*What to produce*
If a line in the data contains "roads", copy it out.

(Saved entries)
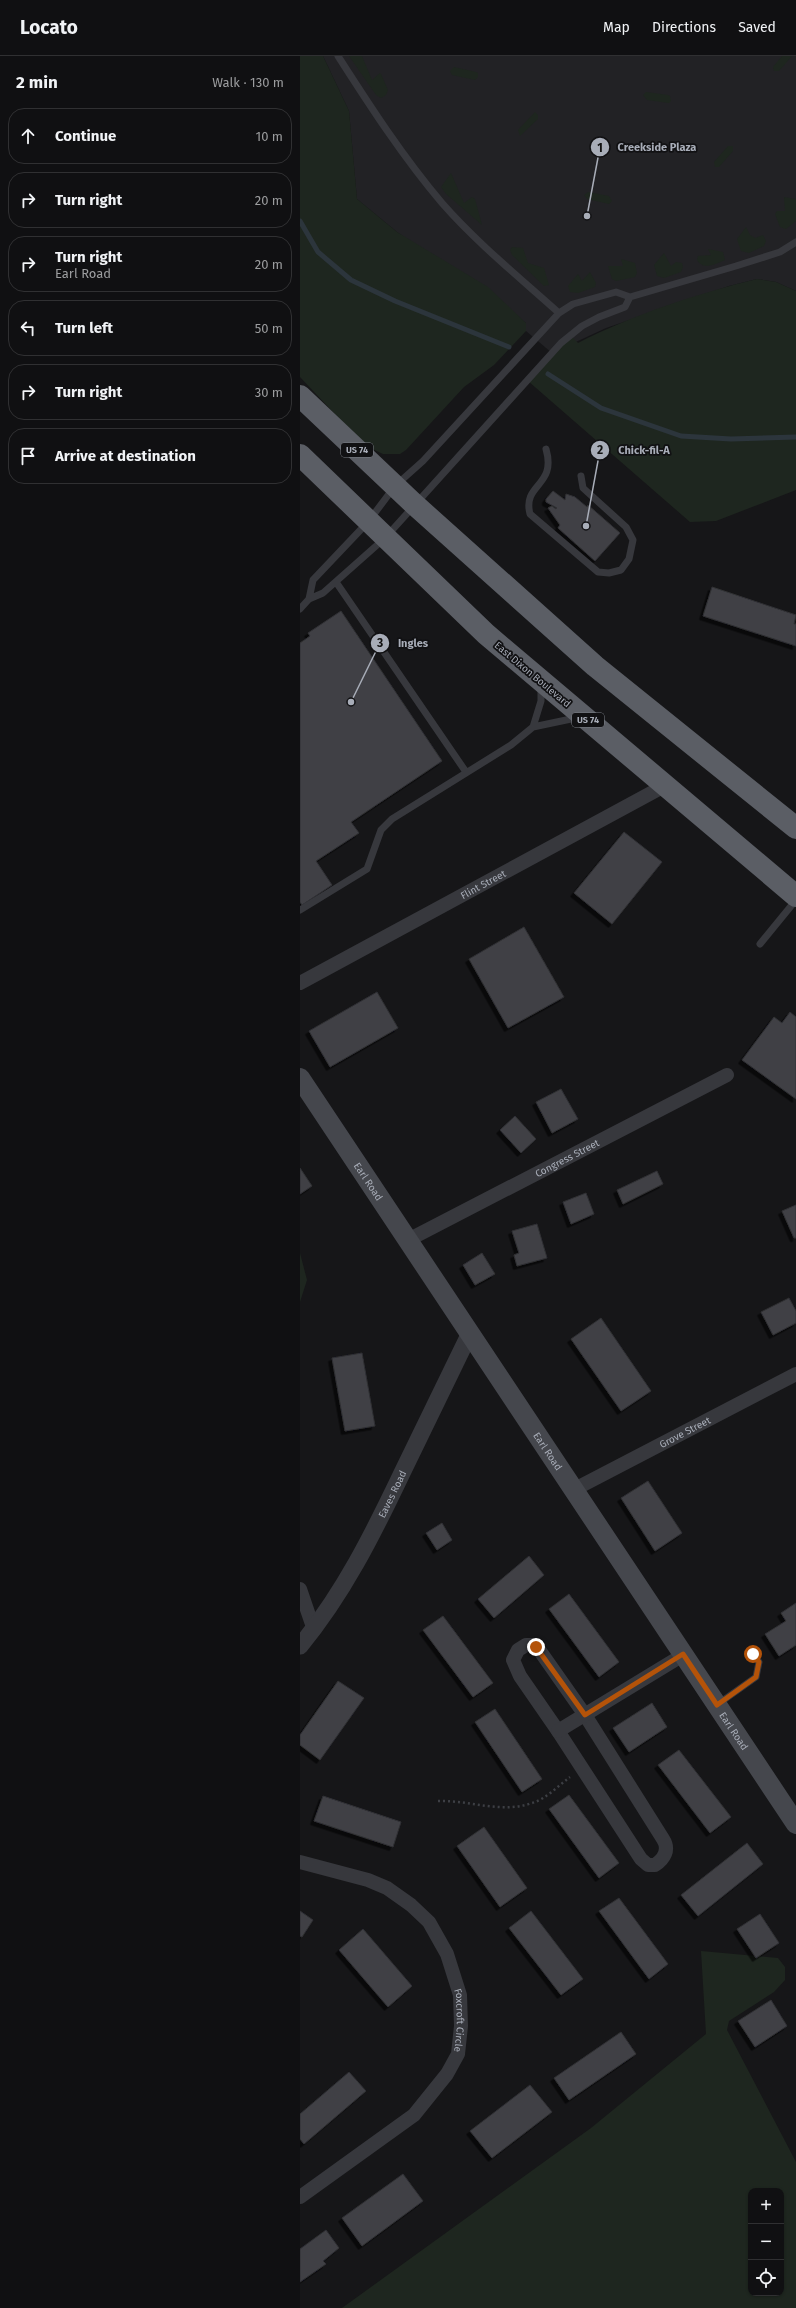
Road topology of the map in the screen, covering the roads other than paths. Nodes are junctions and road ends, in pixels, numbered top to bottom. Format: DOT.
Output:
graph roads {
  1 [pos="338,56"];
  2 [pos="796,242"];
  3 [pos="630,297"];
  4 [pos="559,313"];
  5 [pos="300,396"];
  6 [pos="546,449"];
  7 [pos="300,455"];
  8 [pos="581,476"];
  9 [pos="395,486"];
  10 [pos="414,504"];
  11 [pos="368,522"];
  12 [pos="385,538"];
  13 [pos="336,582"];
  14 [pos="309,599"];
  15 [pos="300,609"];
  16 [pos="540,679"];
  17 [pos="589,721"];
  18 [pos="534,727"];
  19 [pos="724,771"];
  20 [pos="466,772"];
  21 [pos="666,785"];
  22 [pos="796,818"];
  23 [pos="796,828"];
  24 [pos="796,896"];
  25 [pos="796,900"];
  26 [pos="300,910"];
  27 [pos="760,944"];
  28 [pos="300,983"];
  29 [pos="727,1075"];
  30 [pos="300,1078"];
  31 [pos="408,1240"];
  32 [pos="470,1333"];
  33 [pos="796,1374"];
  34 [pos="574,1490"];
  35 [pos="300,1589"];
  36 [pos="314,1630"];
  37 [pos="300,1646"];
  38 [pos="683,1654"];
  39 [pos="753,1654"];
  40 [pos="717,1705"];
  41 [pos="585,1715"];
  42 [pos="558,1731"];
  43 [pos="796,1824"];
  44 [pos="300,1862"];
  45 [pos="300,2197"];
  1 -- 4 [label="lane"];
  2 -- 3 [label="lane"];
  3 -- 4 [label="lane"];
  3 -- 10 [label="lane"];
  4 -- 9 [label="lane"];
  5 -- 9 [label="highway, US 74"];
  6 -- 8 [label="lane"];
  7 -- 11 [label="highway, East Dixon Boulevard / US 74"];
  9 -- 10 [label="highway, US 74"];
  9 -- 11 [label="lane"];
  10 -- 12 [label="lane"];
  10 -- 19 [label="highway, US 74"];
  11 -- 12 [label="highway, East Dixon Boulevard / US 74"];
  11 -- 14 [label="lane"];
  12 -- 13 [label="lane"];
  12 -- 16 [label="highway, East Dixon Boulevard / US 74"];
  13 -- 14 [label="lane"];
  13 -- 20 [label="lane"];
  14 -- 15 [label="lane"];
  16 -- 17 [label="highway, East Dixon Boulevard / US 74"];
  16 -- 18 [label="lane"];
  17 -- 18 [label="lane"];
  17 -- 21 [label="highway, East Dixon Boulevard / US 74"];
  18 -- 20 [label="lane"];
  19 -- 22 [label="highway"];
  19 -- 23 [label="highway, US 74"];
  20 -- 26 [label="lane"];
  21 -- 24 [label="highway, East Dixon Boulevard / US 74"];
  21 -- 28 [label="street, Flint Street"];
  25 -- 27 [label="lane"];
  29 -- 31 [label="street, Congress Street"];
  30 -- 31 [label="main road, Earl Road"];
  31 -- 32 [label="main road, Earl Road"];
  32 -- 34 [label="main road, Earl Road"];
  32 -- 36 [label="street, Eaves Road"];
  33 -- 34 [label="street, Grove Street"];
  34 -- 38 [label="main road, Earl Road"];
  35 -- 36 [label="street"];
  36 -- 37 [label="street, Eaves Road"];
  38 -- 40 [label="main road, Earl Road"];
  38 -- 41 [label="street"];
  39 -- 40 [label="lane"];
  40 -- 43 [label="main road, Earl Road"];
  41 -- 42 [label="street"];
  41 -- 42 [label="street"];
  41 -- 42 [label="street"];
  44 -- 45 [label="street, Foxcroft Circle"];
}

*Solution to this task*
Road topology of the map in the screen, covering the roads other than paths. Nodes are junctions and road ends, in pixels, numbered top to bottom. Format: DOT.
graph roads {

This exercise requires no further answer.